* _What is expected_:
Retype the whole listing verbatim and keep the pictures out of it.

Exercise material section start

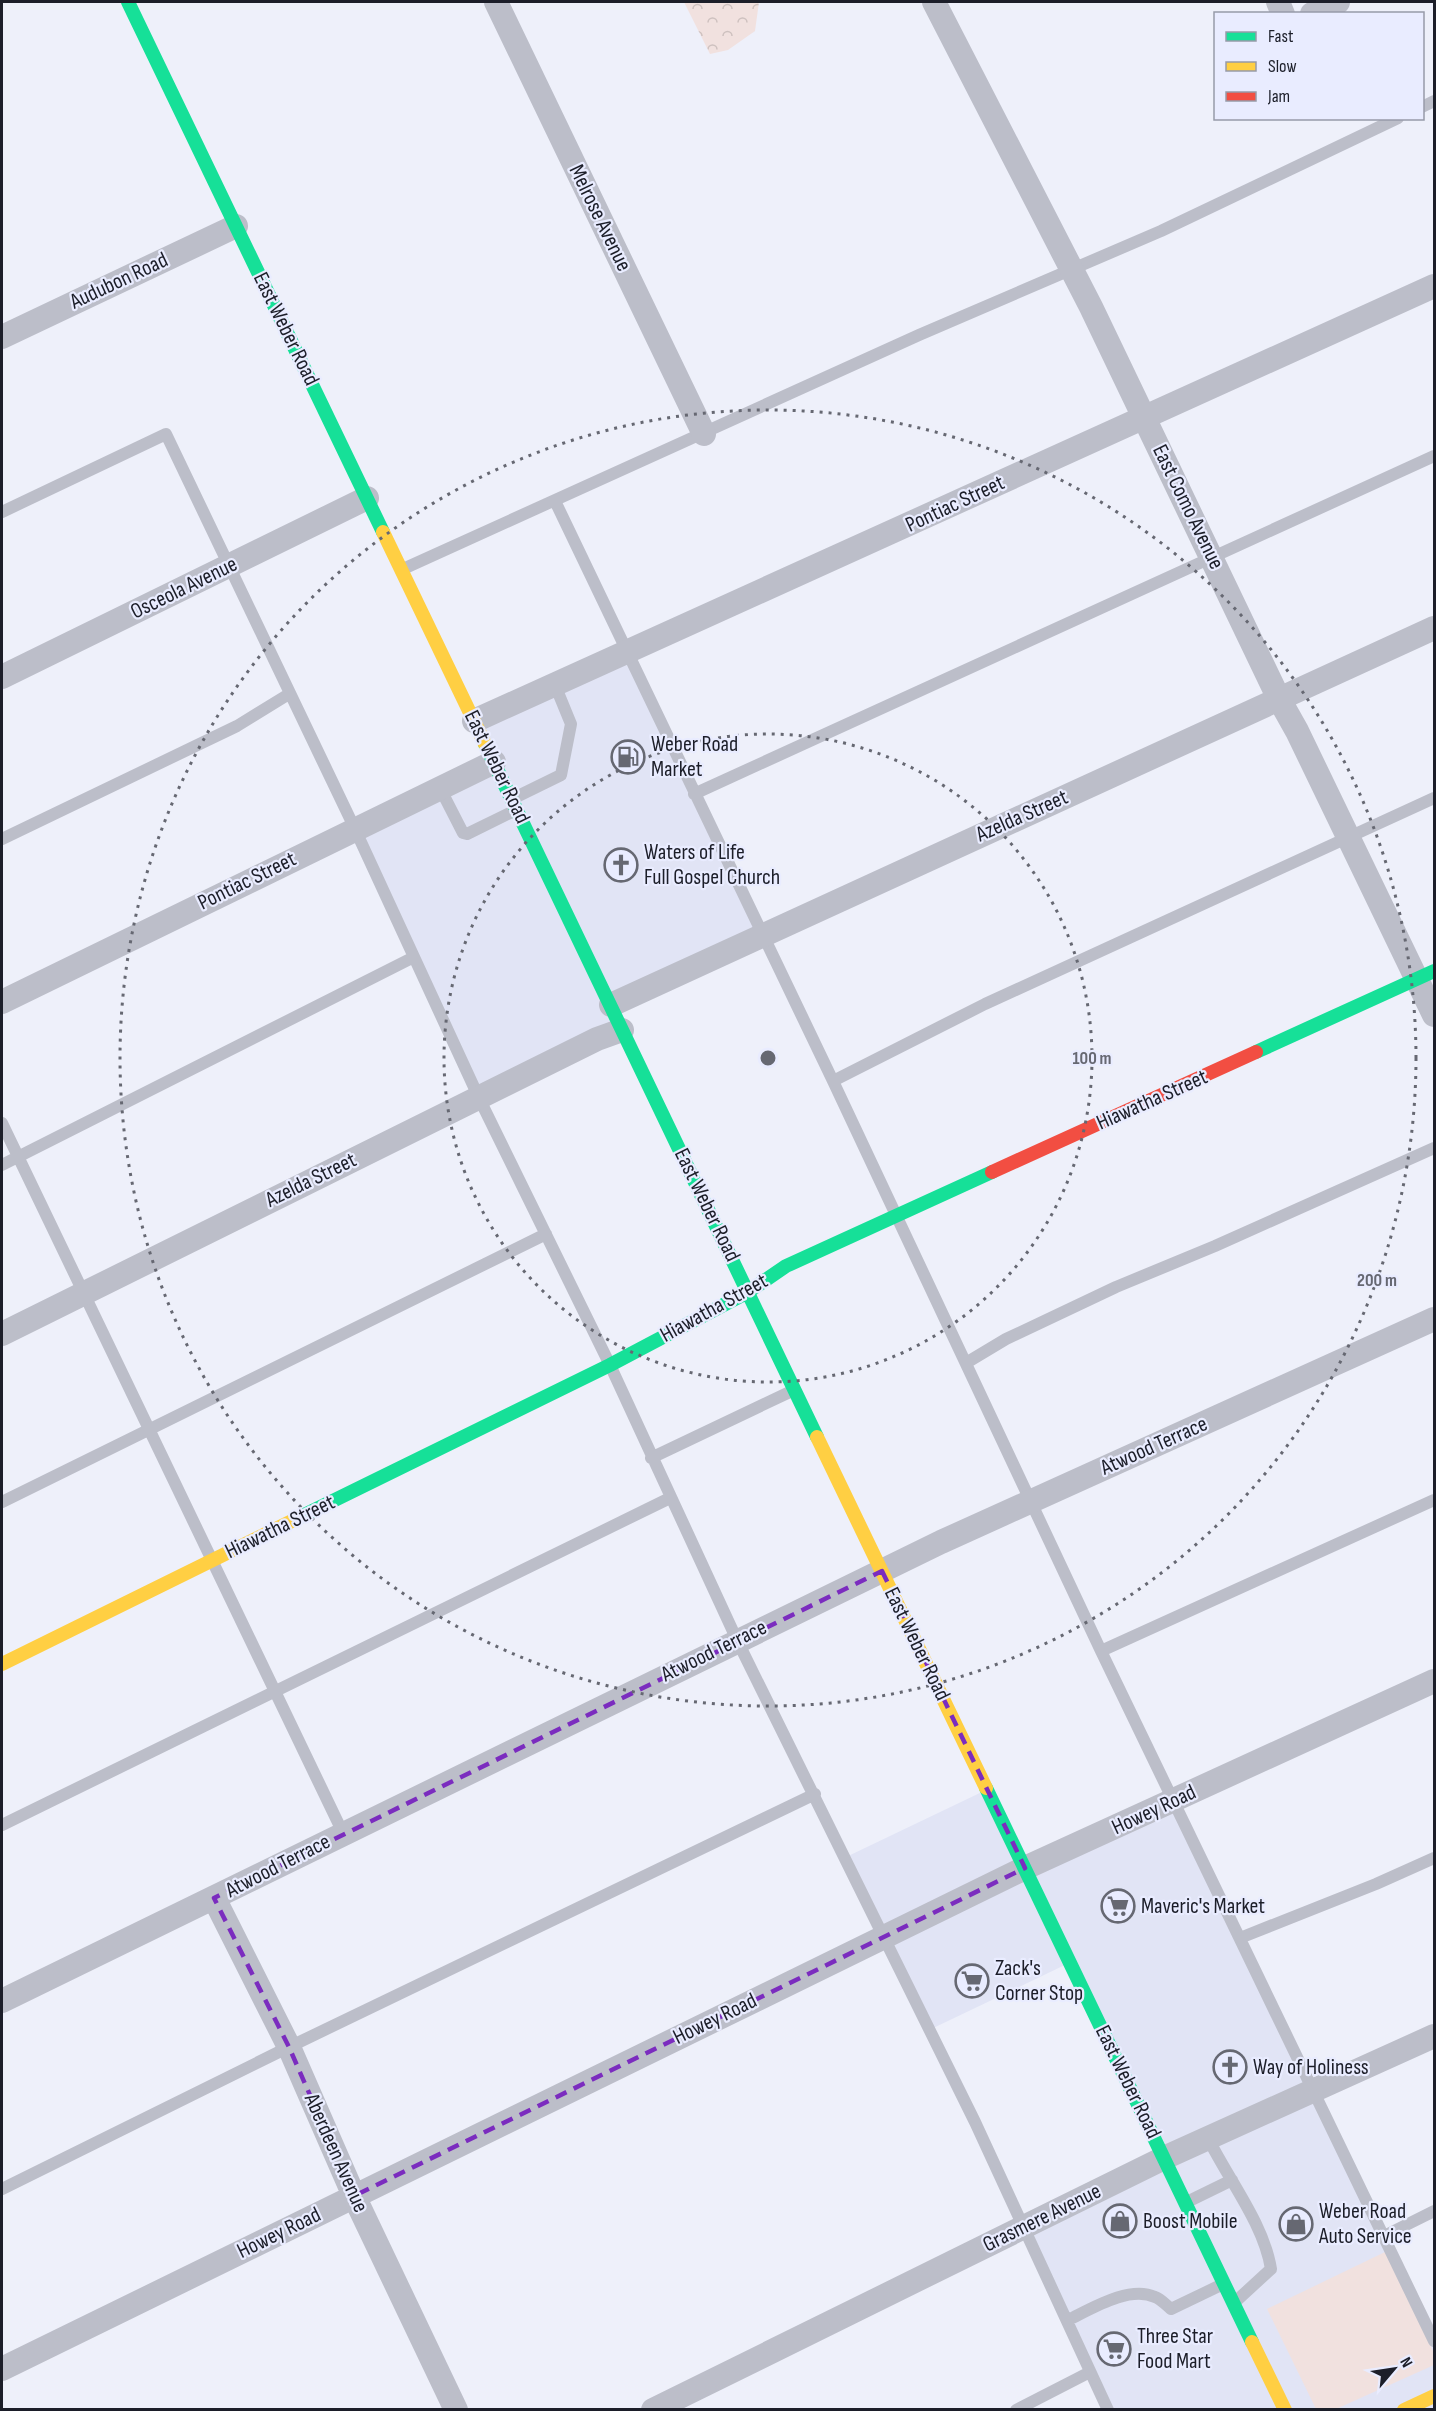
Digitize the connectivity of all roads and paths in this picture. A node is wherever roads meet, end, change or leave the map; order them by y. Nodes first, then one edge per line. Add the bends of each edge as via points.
1 (128, 2) edge
2 (496, 2) edge
3 (934, 2) edge
4 (1338, 2) edge
5 (1316, 12) edge
6 (1394, 120) edge
7 (236, 226) junction
8 (1072, 270) junction
9 (1434, 286) edge
10 (2, 338) edge
11 (1145, 418) junction
12 (704, 434) junction
13 (1434, 456) edge
14 (367, 498) junction
15 (555, 501) junction
16 (2, 513) edge
17 (1212, 557) junction
18 (228, 566) junction
19 (401, 570) junction
20 (1434, 628) edge
21 (626, 653) junction
22 (2, 677) edge
23 (555, 685) junction
24 (289, 694) junction
25 (1279, 699) junction
26 (474, 721) junction
27 (494, 762) junction
28 (440, 788) junction
29 (694, 794) junction
30 (1434, 798) edge
31 (514, 804) junction
32 (356, 829) junction
33 (1349, 837) junction
34 (2, 839) edge
35 (762, 935) junction
36 (414, 957) junction
37 (1426, 975) edge
38 (2, 1002) edge
39 (610, 1005) junction
40 (1434, 1015) edge
41 (622, 1030) junction
42 (833, 1081) junction
43 (479, 1098) junction
44 (2, 1123) edge
45 (1434, 1148) edge
46 (19, 1156) junction
47 (2, 1165) edge
48 (897, 1215) junction
49 (546, 1234) junction
50 (748, 1292) junction
51 (84, 1294) junction
52 (1434, 1319) edge
53 (2, 1334) edge
54 (966, 1363) junction
55 (610, 1365) junction
56 (795, 1389) junction
57 (150, 1429) junction
58 (651, 1458) junction
59 (670, 1498) junction
60 (1434, 1500) edge
61 (2, 1502) edge
62 (1030, 1502) junction
63 (211, 1561) junction
64 (882, 1571) junction
65 (737, 1640) junction
66 (1101, 1651) junction
67 (2, 1664) edge
68 (1434, 1680) edge
69 (274, 1691) junction
70 (815, 1794) junction
71 (1174, 1800) junction
72 (2, 1825) edge
73 (343, 1833) junction
74 (1434, 1858) edge
75 (1025, 1868) junction
76 (214, 1898) junction
77 (884, 1937) junction
78 (1240, 1938) junction
79 (2, 2001) edge
80 (1434, 2036) edge
81 (289, 2047) junction
82 (1314, 2090) junction
83 (1208, 2138) junction
84 (1164, 2158) junction
85 (1232, 2180) junction
86 (2, 2189) edge
87 (354, 2196) junction
88 (1186, 2203) junction
89 (1434, 2211) edge
90 (1023, 2227) junction
91 (1384, 2236) junction
92 (1224, 2283) junction
93 (1234, 2303) junction
94 (1068, 2320) junction
95 (1434, 2341) edge
96 (2, 2369) edge
97 (1090, 2372) junction
98 (1434, 2396) edge
99 (456, 2409) edge
100 (653, 2409) edge
101 (1016, 2409) edge
102 (1108, 2409) edge
103 (1285, 2409) edge
104 (1404, 2409) edge

1 - 7 street, East Weber Road
2 - 12 street, Melrose Avenue
3 - 8 street, East Como Avenue
4 - 5 street
6 - 8 lane
7 - 10 street, Audubon Road
7 - 14 street, East Weber Road
8 - 11 street, East Como Avenue
8 - 12 lane
9 - 11 street, Pontiac Street
11 - 17 street, East Como Avenue
11 - 21 street, Pontiac Street
12 - 15 lane
13 - 17 lane
14 - 18 street, Osceola Avenue
14 - 19 street, East Weber Road
15 - 19 lane
15 - 21 lane
16 - 18 lane via 166,434
17 - 25 street, East Como Avenue
17 - 29 lane
18 - 22 street, Osceola Avenue
18 - 24 lane
19 - 26 street, East Weber Road
20 - 25 street, Azelda Street
21 - 23 street, Pontiac Street
21 - 29 lane
23 - 26 street, Pontiac Street
23 - 31 lane via 571,724 561,775
24 - 32 lane
24 - 34 lane via 237,726
25 - 33 street, East Como Avenue
25 - 35 street, Azelda Street
26 - 27 street, East Weber Road
27 - 28 street, Pontiac Street
27 - 31 street, East Weber Road
28 - 31 lane via 467,834
28 - 32 street, Pontiac Street
29 - 35 lane
30 - 33 lane
31 - 39 street, East Weber Road
32 - 36 lane
32 - 38 street, Pontiac Street
33 - 37 street, East Como Avenue
33 - 42 lane via 985,1004
35 - 39 street, Azelda Street
35 - 42 lane
36 - 43 lane
36 - 46 lane
37 - 40 street, East Como Avenue
37 - 48 street, Hiawatha Street
39 - 41 street, East Weber Road
41 - 43 street, Azelda Street
41 - 50 street, East Weber Road
42 - 48 lane
43 - 49 lane
43 - 51 street, Azelda Street
44 - 46 lane
45 - 54 lane via 1116,1287 1006,1339
46 - 47 lane
46 - 51 lane
48 - 50 street, Hiawatha Street via 786,1266
48 - 54 lane
49 - 55 lane
49 - 57 lane
50 - 55 street, Hiawatha Street
50 - 56 street, East Weber Road
51 - 53 street, Azelda Street
51 - 57 lane
52 - 62 street, Atwood Terrace
54 - 62 lane
55 - 58 lane
55 - 63 street, Hiawatha Street
56 - 58 lane
56 - 64 street, East Weber Road
57 - 61 lane
57 - 63 lane
58 - 59 lane
59 - 65 lane
59 - 69 lane
60 - 66 lane
62 - 64 street, Atwood Terrace
62 - 66 lane
63 - 67 street, Hiawatha Street
63 - 69 lane
64 - 65 street, Atwood Terrace
64 - 75 street, East Weber Road
65 - 70 lane
65 - 73 street, Atwood Terrace
66 - 71 lane
68 - 71 street, Howey Road
69 - 72 lane
69 - 73 lane
70 - 77 lane
70 - 81 lane
71 - 75 street, Howey Road
71 - 78 lane
73 - 76 street, Atwood Terrace
74 - 78 lane
75 - 77 street, Howey Road
75 - 84 street, East Weber Road
76 - 79 street, Atwood Terrace
76 - 81 street, Aberdeen Avenue
77 - 87 street, Howey Road
77 - 90 lane
78 - 82 lane
80 - 82 street, Grasmere Avenue
81 - 86 lane
81 - 87 street, Aberdeen Avenue
82 - 83 street, Grasmere Avenue
82 - 91 lane
83 - 84 street, Grasmere Avenue
83 - 85 lane
84 - 88 street, East Weber Road
84 - 90 street, Grasmere Avenue
85 - 88 lane
85 - 93 lane via 1268,2252 1271,2270
87 - 96 street, Howey Road
87 - 99 street, Aberdeen Avenue
88 - 92 street, East Weber Road
89 - 91 lane
90 - 94 lane
90 - 100 street, Grasmere Avenue
91 - 95 lane
92 - 93 street, East Weber Road
92 - 94 lane via 1171,2309 1155,2297 1142,2294 1124,2296
93 - 103 street, East Weber Road
94 - 97 lane
97 - 101 lane
97 - 102 lane
98 - 104 street

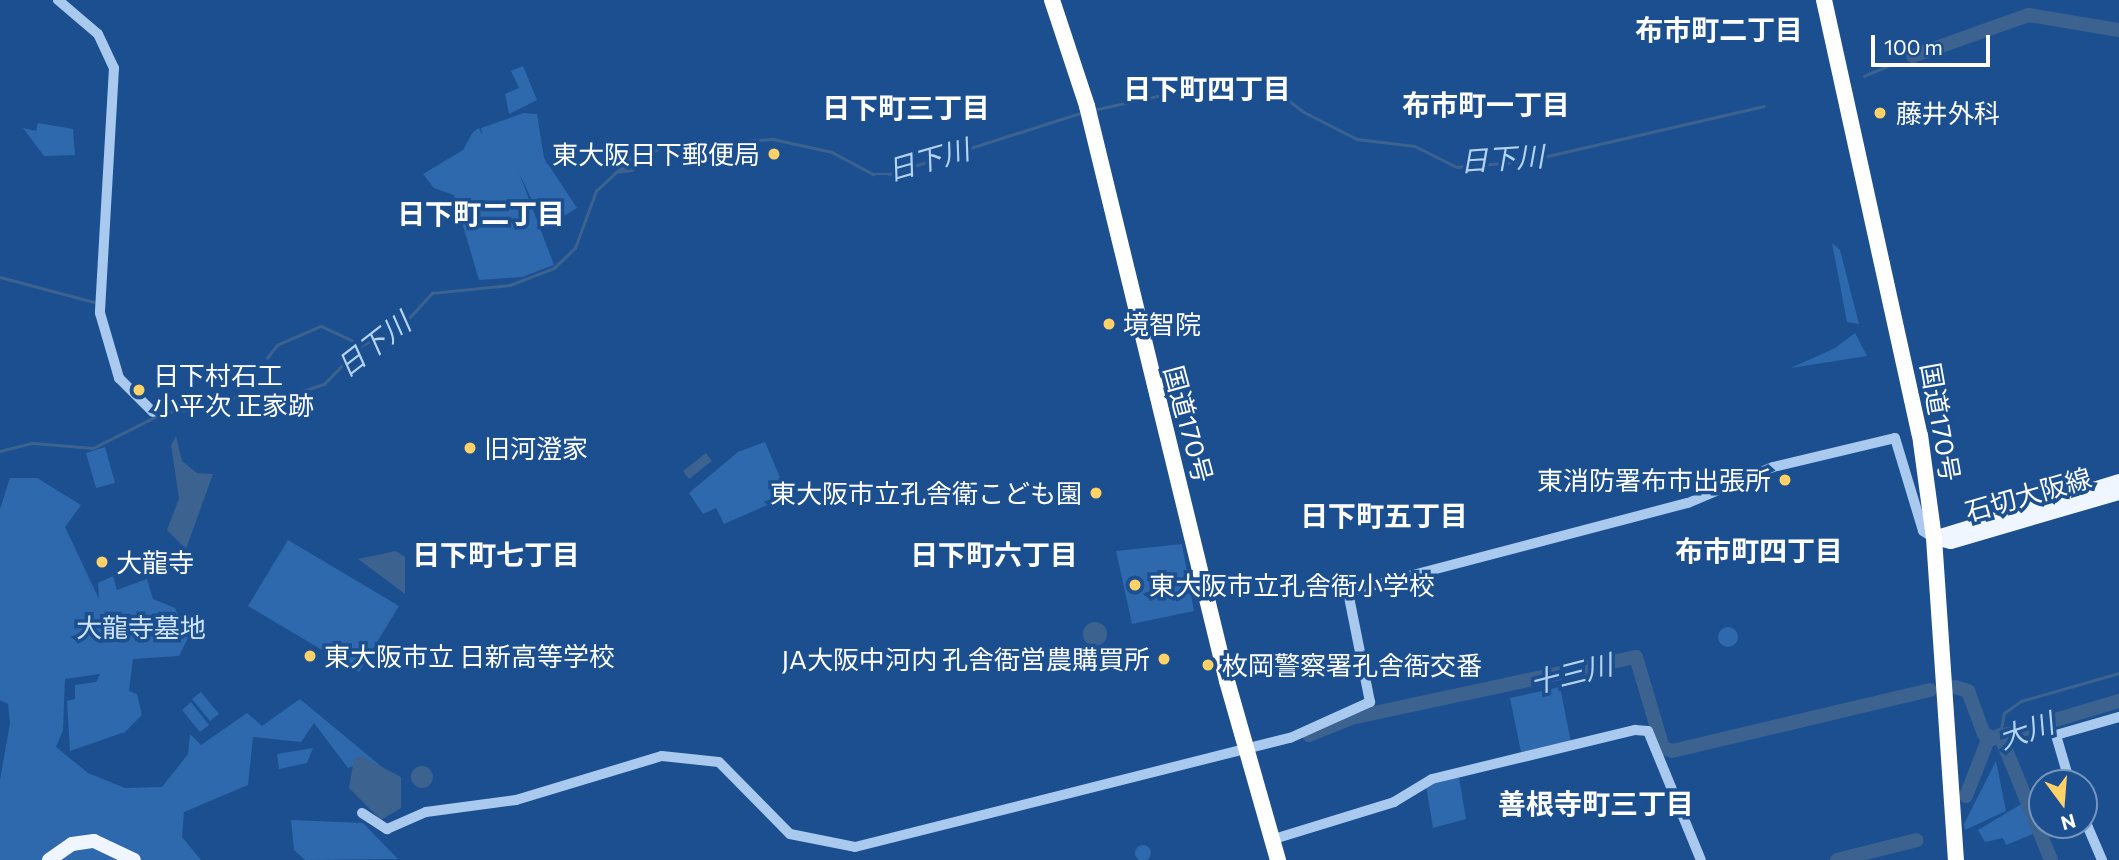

Exercise material section end

* _Task result_:
Digitize the connectivity of all roads and paths in this picture. A node is wherever roads meet, end, change or leave the map; order them by y. Nodes first, then one edge per line. Add the bends of each edge as via points.
1 (128, 2) edge
2 (496, 2) edge
3 (934, 2) edge
4 (1338, 2) edge
5 (1316, 12) edge
6 (1394, 120) edge
7 (236, 226) junction
8 (1072, 270) junction
9 (1434, 286) edge
10 (2, 338) edge
11 (1145, 418) junction
12 (704, 434) junction
13 (1434, 456) edge
14 (367, 498) junction
15 (555, 501) junction
16 (2, 513) edge
17 (1212, 557) junction
18 (228, 566) junction
19 (401, 570) junction
20 (1434, 628) edge
21 (626, 653) junction
22 (2, 677) edge
23 (555, 685) junction
24 (289, 694) junction
25 (1279, 699) junction
26 (474, 721) junction
27 (494, 762) junction
28 (440, 788) junction
29 (694, 794) junction
30 (1434, 798) edge
31 (514, 804) junction
32 (356, 829) junction
33 (1349, 837) junction
34 (2, 839) edge
35 (762, 935) junction
36 (414, 957) junction
37 (1426, 975) edge
38 (2, 1002) edge
39 (610, 1005) junction
40 (1434, 1015) edge
41 (622, 1030) junction
42 (833, 1081) junction
43 (479, 1098) junction
44 (2, 1123) edge
45 (1434, 1148) edge
46 (19, 1156) junction
47 (2, 1165) edge
48 (897, 1215) junction
49 (546, 1234) junction
50 (748, 1292) junction
51 (84, 1294) junction
52 (1434, 1319) edge
53 (2, 1334) edge
54 (966, 1363) junction
55 (610, 1365) junction
56 (795, 1389) junction
57 (150, 1429) junction
58 (651, 1458) junction
59 (670, 1498) junction
60 (1434, 1500) edge
61 (2, 1502) edge
62 (1030, 1502) junction
63 (211, 1561) junction
64 (882, 1571) junction
65 (737, 1640) junction
66 (1101, 1651) junction
67 (2, 1664) edge
68 (1434, 1680) edge
69 (274, 1691) junction
70 (815, 1794) junction
71 (1174, 1800) junction
72 (2, 1825) edge
73 (343, 1833) junction
74 (1434, 1858) edge
75 (1025, 1868) junction
76 (214, 1898) junction
77 (884, 1937) junction
78 (1240, 1938) junction
79 (2, 2001) edge
80 (1434, 2036) edge
81 (289, 2047) junction
82 (1314, 2090) junction
83 (1208, 2138) junction
84 (1164, 2158) junction
85 (1232, 2180) junction
86 (2, 2189) edge
87 (354, 2196) junction
88 (1186, 2203) junction
89 (1434, 2211) edge
90 (1023, 2227) junction
91 (1384, 2236) junction
92 (1224, 2283) junction
93 (1234, 2303) junction
94 (1068, 2320) junction
95 (1434, 2341) edge
96 (2, 2369) edge
97 (1090, 2372) junction
98 (1434, 2396) edge
99 (456, 2409) edge
100 (653, 2409) edge
101 (1016, 2409) edge
102 (1108, 2409) edge
103 (1285, 2409) edge
104 (1404, 2409) edge

1 - 7 street, East Weber Road
2 - 12 street, Melrose Avenue
3 - 8 street, East Como Avenue
4 - 5 street
6 - 8 lane
7 - 10 street, Audubon Road
7 - 14 street, East Weber Road
8 - 11 street, East Como Avenue
8 - 12 lane
9 - 11 street, Pontiac Street
11 - 17 street, East Como Avenue
11 - 21 street, Pontiac Street
12 - 15 lane
13 - 17 lane
14 - 18 street, Osceola Avenue
14 - 19 street, East Weber Road
15 - 19 lane
15 - 21 lane
16 - 18 lane via 166,434
17 - 25 street, East Como Avenue
17 - 29 lane
18 - 22 street, Osceola Avenue
18 - 24 lane
19 - 26 street, East Weber Road
20 - 25 street, Azelda Street
21 - 23 street, Pontiac Street
21 - 29 lane
23 - 26 street, Pontiac Street
23 - 31 lane via 571,724 561,775
24 - 32 lane
24 - 34 lane via 237,726
25 - 33 street, East Como Avenue
25 - 35 street, Azelda Street
26 - 27 street, East Weber Road
27 - 28 street, Pontiac Street
27 - 31 street, East Weber Road
28 - 31 lane via 467,834
28 - 32 street, Pontiac Street
29 - 35 lane
30 - 33 lane
31 - 39 street, East Weber Road
32 - 36 lane
32 - 38 street, Pontiac Street
33 - 37 street, East Como Avenue
33 - 42 lane via 985,1004
35 - 39 street, Azelda Street
35 - 42 lane
36 - 43 lane
36 - 46 lane
37 - 40 street, East Como Avenue
37 - 48 street, Hiawatha Street
39 - 41 street, East Weber Road
41 - 43 street, Azelda Street
41 - 50 street, East Weber Road
42 - 48 lane
43 - 49 lane
43 - 51 street, Azelda Street
44 - 46 lane
45 - 54 lane via 1116,1287 1006,1339
46 - 47 lane
46 - 51 lane
48 - 50 street, Hiawatha Street via 786,1266
48 - 54 lane
49 - 55 lane
49 - 57 lane
50 - 55 street, Hiawatha Street
50 - 56 street, East Weber Road
51 - 53 street, Azelda Street
51 - 57 lane
52 - 62 street, Atwood Terrace
54 - 62 lane
55 - 58 lane
55 - 63 street, Hiawatha Street
56 - 58 lane
56 - 64 street, East Weber Road
57 - 61 lane
57 - 63 lane
58 - 59 lane
59 - 65 lane
59 - 69 lane
60 - 66 lane
62 - 64 street, Atwood Terrace
62 - 66 lane
63 - 67 street, Hiawatha Street
63 - 69 lane
64 - 65 street, Atwood Terrace
64 - 75 street, East Weber Road
65 - 70 lane
65 - 73 street, Atwood Terrace
66 - 71 lane
68 - 71 street, Howey Road
69 - 72 lane
69 - 73 lane
70 - 77 lane
70 - 81 lane
71 - 75 street, Howey Road
71 - 78 lane
73 - 76 street, Atwood Terrace
74 - 78 lane
75 - 77 street, Howey Road
75 - 84 street, East Weber Road
76 - 79 street, Atwood Terrace
76 - 81 street, Aberdeen Avenue
77 - 87 street, Howey Road
77 - 90 lane
78 - 82 lane
80 - 82 street, Grasmere Avenue
81 - 86 lane
81 - 87 street, Aberdeen Avenue
82 - 83 street, Grasmere Avenue
82 - 91 lane
83 - 84 street, Grasmere Avenue
83 - 85 lane
84 - 88 street, East Weber Road
84 - 90 street, Grasmere Avenue
85 - 88 lane
85 - 93 lane via 1268,2252 1271,2270
87 - 96 street, Howey Road
87 - 99 street, Aberdeen Avenue
88 - 92 street, East Weber Road
89 - 91 lane
90 - 94 lane
90 - 100 street, Grasmere Avenue
91 - 95 lane
92 - 93 street, East Weber Road
92 - 94 lane via 1171,2309 1155,2297 1142,2294 1124,2296
93 - 103 street, East Weber Road
94 - 97 lane
97 - 101 lane
97 - 102 lane
98 - 104 street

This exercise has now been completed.